• _SUPPLIED RECORDS_
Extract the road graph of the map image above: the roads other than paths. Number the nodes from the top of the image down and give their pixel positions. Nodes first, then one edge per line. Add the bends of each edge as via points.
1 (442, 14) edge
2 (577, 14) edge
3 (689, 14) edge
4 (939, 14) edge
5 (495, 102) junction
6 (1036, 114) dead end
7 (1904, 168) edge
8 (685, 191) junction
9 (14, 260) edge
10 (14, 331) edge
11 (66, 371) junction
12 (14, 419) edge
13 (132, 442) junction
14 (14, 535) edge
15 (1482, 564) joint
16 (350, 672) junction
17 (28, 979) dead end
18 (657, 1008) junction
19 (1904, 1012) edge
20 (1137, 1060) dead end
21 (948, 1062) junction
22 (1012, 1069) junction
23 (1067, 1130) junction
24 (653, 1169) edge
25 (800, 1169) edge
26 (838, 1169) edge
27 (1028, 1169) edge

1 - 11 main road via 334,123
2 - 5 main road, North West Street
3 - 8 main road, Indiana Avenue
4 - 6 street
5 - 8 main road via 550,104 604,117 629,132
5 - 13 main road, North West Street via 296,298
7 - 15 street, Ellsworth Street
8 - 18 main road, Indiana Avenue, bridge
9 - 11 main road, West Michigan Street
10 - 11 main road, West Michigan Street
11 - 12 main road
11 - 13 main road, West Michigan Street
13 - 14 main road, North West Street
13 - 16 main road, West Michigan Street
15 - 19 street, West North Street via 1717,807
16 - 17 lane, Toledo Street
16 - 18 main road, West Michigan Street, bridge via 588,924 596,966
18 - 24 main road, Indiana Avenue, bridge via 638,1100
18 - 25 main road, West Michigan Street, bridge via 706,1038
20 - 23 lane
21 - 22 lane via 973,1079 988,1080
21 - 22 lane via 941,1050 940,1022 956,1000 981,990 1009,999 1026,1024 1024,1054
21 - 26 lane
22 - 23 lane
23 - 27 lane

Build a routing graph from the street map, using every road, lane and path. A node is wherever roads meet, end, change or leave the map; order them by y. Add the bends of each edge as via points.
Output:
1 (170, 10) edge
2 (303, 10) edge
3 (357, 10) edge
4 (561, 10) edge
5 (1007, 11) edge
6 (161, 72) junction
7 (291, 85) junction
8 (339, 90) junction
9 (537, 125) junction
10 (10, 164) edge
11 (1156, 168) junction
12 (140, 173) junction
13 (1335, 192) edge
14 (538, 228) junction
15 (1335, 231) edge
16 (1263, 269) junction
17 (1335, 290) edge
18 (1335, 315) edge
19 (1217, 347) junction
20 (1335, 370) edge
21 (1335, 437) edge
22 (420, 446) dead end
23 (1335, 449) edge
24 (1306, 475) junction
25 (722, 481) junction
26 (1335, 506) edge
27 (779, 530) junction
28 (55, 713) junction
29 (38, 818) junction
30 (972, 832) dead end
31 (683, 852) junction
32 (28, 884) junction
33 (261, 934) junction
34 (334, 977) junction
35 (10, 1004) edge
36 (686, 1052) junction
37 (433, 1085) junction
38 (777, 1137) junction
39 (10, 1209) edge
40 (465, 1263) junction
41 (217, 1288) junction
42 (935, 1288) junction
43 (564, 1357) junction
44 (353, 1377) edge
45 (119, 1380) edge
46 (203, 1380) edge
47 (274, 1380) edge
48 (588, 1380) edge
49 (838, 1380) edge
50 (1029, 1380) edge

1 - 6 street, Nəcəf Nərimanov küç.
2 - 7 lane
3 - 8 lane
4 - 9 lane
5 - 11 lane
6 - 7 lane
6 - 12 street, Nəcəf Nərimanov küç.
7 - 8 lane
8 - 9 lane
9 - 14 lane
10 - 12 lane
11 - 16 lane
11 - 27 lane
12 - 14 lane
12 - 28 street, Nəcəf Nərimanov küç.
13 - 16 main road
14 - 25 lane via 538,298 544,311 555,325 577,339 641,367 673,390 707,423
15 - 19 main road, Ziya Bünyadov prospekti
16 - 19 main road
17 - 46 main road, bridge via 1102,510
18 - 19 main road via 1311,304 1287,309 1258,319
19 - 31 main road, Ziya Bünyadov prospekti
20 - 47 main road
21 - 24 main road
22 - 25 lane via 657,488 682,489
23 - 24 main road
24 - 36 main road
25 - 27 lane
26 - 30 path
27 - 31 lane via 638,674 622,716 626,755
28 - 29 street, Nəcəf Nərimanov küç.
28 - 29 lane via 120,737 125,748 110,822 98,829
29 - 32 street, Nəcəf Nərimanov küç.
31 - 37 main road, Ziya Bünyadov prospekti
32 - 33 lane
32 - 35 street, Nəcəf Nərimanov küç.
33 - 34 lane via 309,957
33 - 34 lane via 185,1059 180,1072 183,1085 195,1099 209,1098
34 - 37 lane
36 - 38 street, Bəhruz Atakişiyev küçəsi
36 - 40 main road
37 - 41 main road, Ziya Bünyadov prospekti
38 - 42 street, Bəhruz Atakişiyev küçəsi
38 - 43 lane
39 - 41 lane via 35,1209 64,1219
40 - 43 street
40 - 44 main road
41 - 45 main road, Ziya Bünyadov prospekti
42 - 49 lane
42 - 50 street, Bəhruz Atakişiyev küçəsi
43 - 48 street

• _WORK TO COMPLETE_
Reprint every entry exactly.

• _EXERCISE SOLUTION_
Extract the road graph of the map image above: the roads other than paths. Number the nodes from the top of the image down and give their pixel positions. Nodes first, then one edge per line. Add the bends of each edge as via points.
1 (442, 14) edge
2 (577, 14) edge
3 (689, 14) edge
4 (939, 14) edge
5 (495, 102) junction
6 (1036, 114) dead end
7 (1904, 168) edge
8 (685, 191) junction
9 (14, 260) edge
10 (14, 331) edge
11 (66, 371) junction
12 (14, 419) edge
13 (132, 442) junction
14 (14, 535) edge
15 (1482, 564) joint
16 (350, 672) junction
17 (28, 979) dead end
18 (657, 1008) junction
19 (1904, 1012) edge
20 (1137, 1060) dead end
21 (948, 1062) junction
22 (1012, 1069) junction
23 (1067, 1130) junction
24 (653, 1169) edge
25 (800, 1169) edge
26 (838, 1169) edge
27 (1028, 1169) edge

1 - 11 main road via 334,123
2 - 5 main road, North West Street
3 - 8 main road, Indiana Avenue
4 - 6 street
5 - 8 main road via 550,104 604,117 629,132
5 - 13 main road, North West Street via 296,298
7 - 15 street, Ellsworth Street
8 - 18 main road, Indiana Avenue, bridge
9 - 11 main road, West Michigan Street
10 - 11 main road, West Michigan Street
11 - 12 main road
11 - 13 main road, West Michigan Street
13 - 14 main road, North West Street
13 - 16 main road, West Michigan Street
15 - 19 street, West North Street via 1717,807
16 - 17 lane, Toledo Street
16 - 18 main road, West Michigan Street, bridge via 588,924 596,966
18 - 24 main road, Indiana Avenue, bridge via 638,1100
18 - 25 main road, West Michigan Street, bridge via 706,1038
20 - 23 lane
21 - 22 lane via 973,1079 988,1080
21 - 22 lane via 941,1050 940,1022 956,1000 981,990 1009,999 1026,1024 1024,1054
21 - 26 lane
22 - 23 lane
23 - 27 lane

Build a routing graph from the street map, using every road, lane and path. A node is wherever roads meet, end, change or leave the map; order them by y. Add the bends of each edge as via points.
Output:
1 (170, 10) edge
2 (303, 10) edge
3 (357, 10) edge
4 (561, 10) edge
5 (1007, 11) edge
6 (161, 72) junction
7 (291, 85) junction
8 (339, 90) junction
9 (537, 125) junction
10 (10, 164) edge
11 (1156, 168) junction
12 (140, 173) junction
13 (1335, 192) edge
14 (538, 228) junction
15 (1335, 231) edge
16 (1263, 269) junction
17 (1335, 290) edge
18 (1335, 315) edge
19 (1217, 347) junction
20 (1335, 370) edge
21 (1335, 437) edge
22 (420, 446) dead end
23 (1335, 449) edge
24 (1306, 475) junction
25 (722, 481) junction
26 (1335, 506) edge
27 (779, 530) junction
28 (55, 713) junction
29 (38, 818) junction
30 (972, 832) dead end
31 (683, 852) junction
32 (28, 884) junction
33 (261, 934) junction
34 (334, 977) junction
35 (10, 1004) edge
36 (686, 1052) junction
37 (433, 1085) junction
38 (777, 1137) junction
39 (10, 1209) edge
40 (465, 1263) junction
41 (217, 1288) junction
42 (935, 1288) junction
43 (564, 1357) junction
44 (353, 1377) edge
45 (119, 1380) edge
46 (203, 1380) edge
47 (274, 1380) edge
48 (588, 1380) edge
49 (838, 1380) edge
50 (1029, 1380) edge

1 - 6 street, Nəcəf Nərimanov küç.
2 - 7 lane
3 - 8 lane
4 - 9 lane
5 - 11 lane
6 - 7 lane
6 - 12 street, Nəcəf Nərimanov küç.
7 - 8 lane
8 - 9 lane
9 - 14 lane
10 - 12 lane
11 - 16 lane
11 - 27 lane
12 - 14 lane
12 - 28 street, Nəcəf Nərimanov küç.
13 - 16 main road
14 - 25 lane via 538,298 544,311 555,325 577,339 641,367 673,390 707,423
15 - 19 main road, Ziya Bünyadov prospekti
16 - 19 main road
17 - 46 main road, bridge via 1102,510
18 - 19 main road via 1311,304 1287,309 1258,319
19 - 31 main road, Ziya Bünyadov prospekti
20 - 47 main road
21 - 24 main road
22 - 25 lane via 657,488 682,489
23 - 24 main road
24 - 36 main road
25 - 27 lane
26 - 30 path
27 - 31 lane via 638,674 622,716 626,755
28 - 29 street, Nəcəf Nərimanov küç.
28 - 29 lane via 120,737 125,748 110,822 98,829
29 - 32 street, Nəcəf Nərimanov küç.
31 - 37 main road, Ziya Bünyadov prospekti
32 - 33 lane
32 - 35 street, Nəcəf Nərimanov küç.
33 - 34 lane via 309,957
33 - 34 lane via 185,1059 180,1072 183,1085 195,1099 209,1098
34 - 37 lane
36 - 38 street, Bəhruz Atakişiyev küçəsi
36 - 40 main road
37 - 41 main road, Ziya Bünyadov prospekti
38 - 42 street, Bəhruz Atakişiyev küçəsi
38 - 43 lane
39 - 41 lane via 35,1209 64,1219
40 - 43 street
40 - 44 main road
41 - 45 main road, Ziya Bünyadov prospekti
42 - 49 lane
42 - 50 street, Bəhruz Atakişiyev küçəsi
43 - 48 street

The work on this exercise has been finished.